Determine how many lines of the entries contain "Kurz". Reply with that number alone.

─── Data to use ───

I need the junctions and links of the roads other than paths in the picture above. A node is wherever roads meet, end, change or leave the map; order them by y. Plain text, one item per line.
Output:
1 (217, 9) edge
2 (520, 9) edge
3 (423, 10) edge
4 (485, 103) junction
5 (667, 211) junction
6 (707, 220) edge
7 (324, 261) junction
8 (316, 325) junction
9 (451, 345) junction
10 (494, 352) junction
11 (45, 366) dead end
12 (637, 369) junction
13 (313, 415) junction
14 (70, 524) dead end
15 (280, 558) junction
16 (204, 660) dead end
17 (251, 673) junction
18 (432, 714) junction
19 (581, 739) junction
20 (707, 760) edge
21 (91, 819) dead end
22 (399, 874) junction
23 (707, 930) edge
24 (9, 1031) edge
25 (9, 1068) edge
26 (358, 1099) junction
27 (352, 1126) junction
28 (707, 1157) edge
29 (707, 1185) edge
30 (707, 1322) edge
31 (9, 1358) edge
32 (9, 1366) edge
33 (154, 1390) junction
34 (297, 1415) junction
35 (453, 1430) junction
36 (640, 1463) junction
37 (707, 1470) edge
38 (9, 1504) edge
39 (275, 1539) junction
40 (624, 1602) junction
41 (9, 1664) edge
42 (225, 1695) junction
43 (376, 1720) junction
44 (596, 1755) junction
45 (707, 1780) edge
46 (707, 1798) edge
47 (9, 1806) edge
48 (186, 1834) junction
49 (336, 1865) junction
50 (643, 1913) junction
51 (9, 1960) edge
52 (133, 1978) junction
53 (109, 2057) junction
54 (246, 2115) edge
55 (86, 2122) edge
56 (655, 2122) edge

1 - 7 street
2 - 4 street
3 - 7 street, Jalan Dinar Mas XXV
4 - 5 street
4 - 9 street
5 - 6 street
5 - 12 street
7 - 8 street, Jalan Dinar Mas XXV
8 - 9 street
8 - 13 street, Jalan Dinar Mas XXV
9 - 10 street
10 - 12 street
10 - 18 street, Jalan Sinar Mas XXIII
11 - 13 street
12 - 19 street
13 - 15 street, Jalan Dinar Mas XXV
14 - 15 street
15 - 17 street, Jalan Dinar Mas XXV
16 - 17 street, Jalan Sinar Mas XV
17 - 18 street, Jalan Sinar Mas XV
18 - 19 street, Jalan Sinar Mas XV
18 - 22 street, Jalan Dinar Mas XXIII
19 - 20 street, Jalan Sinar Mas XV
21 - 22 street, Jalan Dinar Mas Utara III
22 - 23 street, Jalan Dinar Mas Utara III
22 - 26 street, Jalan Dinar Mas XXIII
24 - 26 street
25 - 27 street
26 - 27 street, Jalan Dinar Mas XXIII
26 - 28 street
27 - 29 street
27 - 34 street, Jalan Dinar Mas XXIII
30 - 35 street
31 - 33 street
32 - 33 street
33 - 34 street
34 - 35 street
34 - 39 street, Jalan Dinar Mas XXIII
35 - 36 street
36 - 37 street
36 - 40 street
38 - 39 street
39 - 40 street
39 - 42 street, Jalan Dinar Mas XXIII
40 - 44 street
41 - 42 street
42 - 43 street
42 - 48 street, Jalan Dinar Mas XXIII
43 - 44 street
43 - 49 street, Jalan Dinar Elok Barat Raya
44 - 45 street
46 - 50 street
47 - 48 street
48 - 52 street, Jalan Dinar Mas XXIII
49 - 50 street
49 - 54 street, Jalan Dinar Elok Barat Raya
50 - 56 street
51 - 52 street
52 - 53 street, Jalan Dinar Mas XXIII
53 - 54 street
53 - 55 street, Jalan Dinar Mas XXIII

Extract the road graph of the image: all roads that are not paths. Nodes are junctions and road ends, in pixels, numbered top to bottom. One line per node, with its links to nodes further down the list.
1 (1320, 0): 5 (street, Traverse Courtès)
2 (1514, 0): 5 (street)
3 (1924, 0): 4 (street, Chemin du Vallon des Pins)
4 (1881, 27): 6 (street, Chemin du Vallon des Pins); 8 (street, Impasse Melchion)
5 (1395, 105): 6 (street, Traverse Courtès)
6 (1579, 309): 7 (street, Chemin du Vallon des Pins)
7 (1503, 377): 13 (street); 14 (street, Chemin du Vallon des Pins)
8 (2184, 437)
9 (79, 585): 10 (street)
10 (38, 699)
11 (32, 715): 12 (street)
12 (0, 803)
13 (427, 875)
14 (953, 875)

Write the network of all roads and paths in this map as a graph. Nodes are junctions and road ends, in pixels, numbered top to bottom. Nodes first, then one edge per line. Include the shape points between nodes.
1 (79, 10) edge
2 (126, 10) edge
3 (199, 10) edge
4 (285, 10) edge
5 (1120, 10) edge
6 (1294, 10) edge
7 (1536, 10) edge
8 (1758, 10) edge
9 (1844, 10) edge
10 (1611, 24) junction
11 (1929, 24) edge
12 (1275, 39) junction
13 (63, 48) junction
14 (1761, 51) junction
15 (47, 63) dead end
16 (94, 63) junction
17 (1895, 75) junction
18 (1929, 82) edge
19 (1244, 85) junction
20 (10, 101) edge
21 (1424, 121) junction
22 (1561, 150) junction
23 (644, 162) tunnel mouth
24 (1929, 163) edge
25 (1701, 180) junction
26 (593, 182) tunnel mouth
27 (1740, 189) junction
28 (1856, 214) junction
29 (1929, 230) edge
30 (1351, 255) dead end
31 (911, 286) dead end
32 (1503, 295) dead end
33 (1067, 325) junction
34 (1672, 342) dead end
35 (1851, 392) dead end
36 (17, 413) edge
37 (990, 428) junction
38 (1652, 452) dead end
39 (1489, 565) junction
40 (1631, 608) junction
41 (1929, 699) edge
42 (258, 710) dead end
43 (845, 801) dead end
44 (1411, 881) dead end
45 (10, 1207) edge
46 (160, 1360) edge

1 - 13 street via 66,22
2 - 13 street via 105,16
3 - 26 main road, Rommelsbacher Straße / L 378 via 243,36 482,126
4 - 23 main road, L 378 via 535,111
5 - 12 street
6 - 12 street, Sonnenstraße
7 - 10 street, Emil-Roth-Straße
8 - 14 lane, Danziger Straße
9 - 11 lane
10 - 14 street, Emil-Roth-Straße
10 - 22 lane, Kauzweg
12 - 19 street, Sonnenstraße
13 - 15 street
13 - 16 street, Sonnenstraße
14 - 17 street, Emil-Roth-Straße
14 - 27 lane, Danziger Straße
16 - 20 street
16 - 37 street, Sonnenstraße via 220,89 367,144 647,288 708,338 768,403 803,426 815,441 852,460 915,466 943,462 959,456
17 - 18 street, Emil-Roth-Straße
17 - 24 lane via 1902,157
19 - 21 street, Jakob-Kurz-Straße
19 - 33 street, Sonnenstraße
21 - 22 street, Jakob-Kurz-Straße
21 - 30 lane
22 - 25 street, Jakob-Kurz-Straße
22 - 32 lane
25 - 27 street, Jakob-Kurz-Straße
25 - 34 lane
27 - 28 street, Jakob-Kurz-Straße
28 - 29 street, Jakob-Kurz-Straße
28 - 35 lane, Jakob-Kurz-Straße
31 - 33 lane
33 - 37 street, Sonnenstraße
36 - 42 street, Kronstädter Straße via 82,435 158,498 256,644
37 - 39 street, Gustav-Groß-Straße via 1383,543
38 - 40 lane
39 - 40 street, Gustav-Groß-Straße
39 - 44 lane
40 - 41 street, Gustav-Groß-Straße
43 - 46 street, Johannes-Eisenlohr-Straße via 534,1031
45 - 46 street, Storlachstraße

───

* _Expected answer_:
7